There is one big mystery that us policy nerds wanted answered in the memoir, and I did not find an answer. This is from a paper by Lawrence Ball, a highly respected macroeconomist:
The analysis starts with a puzzle about Ben Bernanke. From 2000 to 2003, when Bernanke was an economics professor and then a Fed Governor (but not yet Chair), he wrote and spoke extensively about monetary policy at the zero bound. He suggested policies for Japan, where interest rates were near zero at the time, and he discussed what the Fed should do if U.S. interest rates fell near zero and further stimulus were needed. In these early writings, Bernanke advocated a number of aggressive policies, including targets for long-term interest rates, depreciation of the currency, an inflation target of 3-4%, and a money-financed fiscal expansion. Yet, since the U.S. hit the zero bound in December 2008, the Bernanke Fed has eschewed the policies that Bernanke once supported and taken more cautious actions-primarily, announcements about future federal funds rates and purchases of long-term Treasury securities (without targets for long-term interest rates).
A number of economists have noted the difference between recent Fed policies and Bernanke’s earlier views- usually critically. In discussing one of Bernanke’s early writings on the zero bound, Christina Romer says “My reaction to it was, ‘I wish Ben would read this again'” (quoted in Klein [2011]).
Paul Krugman (2011b) asks “why Ben Bernanke 2011 isn’t taking the advice of Ben Bernanke 2000.” In criticizing Fed policy, Joseph Gagnon echoes Bernanke’s criticism of the Bank of Japan: “It’s really ironic. It’s a self-induced paralysis” (quoted in Miller, 2011).
That’s also my view, and I think it misses an even bigger issue, level targeting. Bernanke recommended the BOJ consider level targeting to make up for previously falling short of the inflation target. Level targeting can be seen as the justification for a higher inflation target in Japan, one of Bernanke’s ideas that Ball did mention.
I have a hard time believing that Bernanke is not aware of this paper, which contains lots of fascinating information, and the view out there that his views moderated after he became Fed chair. But he doesn’t really give us an answer in the memoir, particularly for the 2003 meeting that Ball insists was pivotal:
Sections IV-VI review the broader evolution of Bernanke’s views. I find that they changed abruptly in June 2003, while Bernanke was a Fed Governor. On June 24, the FOMC heard a briefing on policy at the zero bound prepared by the Board’s Division of Monetary Affairs and presented by its director, Vincent Reinhart. The policy options that Reinhart emphasized are close to those that the Fed has actually implemented since 2008; Reinhart either ignored or briefly dismissed the more aggressive policies that Bernanke had previously advocated.

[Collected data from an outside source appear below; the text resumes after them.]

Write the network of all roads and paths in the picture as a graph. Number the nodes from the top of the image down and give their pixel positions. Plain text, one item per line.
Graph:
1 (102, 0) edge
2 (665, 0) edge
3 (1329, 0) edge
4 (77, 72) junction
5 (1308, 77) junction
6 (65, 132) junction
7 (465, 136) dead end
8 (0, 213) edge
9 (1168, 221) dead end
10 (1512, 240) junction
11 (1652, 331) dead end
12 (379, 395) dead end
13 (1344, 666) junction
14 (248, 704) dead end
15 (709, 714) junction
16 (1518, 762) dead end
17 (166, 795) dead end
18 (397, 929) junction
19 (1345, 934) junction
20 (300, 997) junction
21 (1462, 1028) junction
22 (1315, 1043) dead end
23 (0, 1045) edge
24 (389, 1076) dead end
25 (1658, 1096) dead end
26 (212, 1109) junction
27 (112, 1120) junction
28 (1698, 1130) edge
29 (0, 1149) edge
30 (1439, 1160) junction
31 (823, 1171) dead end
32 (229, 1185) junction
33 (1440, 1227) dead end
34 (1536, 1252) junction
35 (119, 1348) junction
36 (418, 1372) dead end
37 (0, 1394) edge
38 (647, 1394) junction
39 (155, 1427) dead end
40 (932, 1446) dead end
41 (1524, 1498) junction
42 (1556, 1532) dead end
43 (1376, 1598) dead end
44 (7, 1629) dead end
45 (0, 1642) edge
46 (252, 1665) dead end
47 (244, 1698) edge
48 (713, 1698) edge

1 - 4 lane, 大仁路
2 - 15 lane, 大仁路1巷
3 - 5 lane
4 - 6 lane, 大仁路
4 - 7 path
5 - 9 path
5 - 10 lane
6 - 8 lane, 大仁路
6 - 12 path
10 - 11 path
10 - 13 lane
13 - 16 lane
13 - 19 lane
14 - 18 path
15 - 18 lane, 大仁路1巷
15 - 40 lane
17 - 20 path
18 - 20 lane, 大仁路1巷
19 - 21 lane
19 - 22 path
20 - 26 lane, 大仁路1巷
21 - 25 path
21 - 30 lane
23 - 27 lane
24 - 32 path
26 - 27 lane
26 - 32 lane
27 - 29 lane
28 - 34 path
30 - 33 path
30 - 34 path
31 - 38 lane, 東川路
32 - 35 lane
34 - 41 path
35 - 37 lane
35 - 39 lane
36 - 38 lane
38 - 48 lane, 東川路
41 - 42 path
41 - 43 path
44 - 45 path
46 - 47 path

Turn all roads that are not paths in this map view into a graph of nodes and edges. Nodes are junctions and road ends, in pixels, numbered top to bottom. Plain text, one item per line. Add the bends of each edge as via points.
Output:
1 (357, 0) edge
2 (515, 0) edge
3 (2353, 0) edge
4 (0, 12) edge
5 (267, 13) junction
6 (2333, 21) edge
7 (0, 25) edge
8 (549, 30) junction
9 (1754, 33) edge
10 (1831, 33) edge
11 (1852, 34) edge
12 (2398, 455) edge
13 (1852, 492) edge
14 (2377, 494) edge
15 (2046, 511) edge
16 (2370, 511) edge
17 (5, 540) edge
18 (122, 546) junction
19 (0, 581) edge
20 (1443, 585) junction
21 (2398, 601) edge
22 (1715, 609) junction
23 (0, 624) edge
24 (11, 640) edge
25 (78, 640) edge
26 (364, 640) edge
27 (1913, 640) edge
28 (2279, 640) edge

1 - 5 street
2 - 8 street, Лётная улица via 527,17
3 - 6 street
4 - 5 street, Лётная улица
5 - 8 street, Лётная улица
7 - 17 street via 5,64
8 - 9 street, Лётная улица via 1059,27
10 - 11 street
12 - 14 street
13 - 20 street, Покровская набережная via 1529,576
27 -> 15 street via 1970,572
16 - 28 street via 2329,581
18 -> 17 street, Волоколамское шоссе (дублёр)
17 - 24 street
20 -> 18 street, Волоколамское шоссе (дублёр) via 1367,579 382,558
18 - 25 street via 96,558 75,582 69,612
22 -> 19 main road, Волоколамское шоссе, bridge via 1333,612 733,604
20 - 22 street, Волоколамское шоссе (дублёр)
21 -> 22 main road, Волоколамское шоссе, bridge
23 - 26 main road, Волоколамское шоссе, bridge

In the discussion that followed the briefing, Bernanke joined other FOMC members in agreeing with most of Reinhart’s analysis.
Shortly after the meeting, Bernanke began writing papers that took positions very close to Reinhart’s-some with Reinhart as a coauthor. Clearly, the analysis of the Fed staff in 2003 was critical in changing Bernanke’s views about the zero bound.
At first glance, Bernanke’s sharp change in views is surprising. In 2003, he was a renowned macroeconomist who had studied the zero-bound problem extensively and expressed strong views about it. Yet he quickly accepted a different set of views when Reinhart presented them.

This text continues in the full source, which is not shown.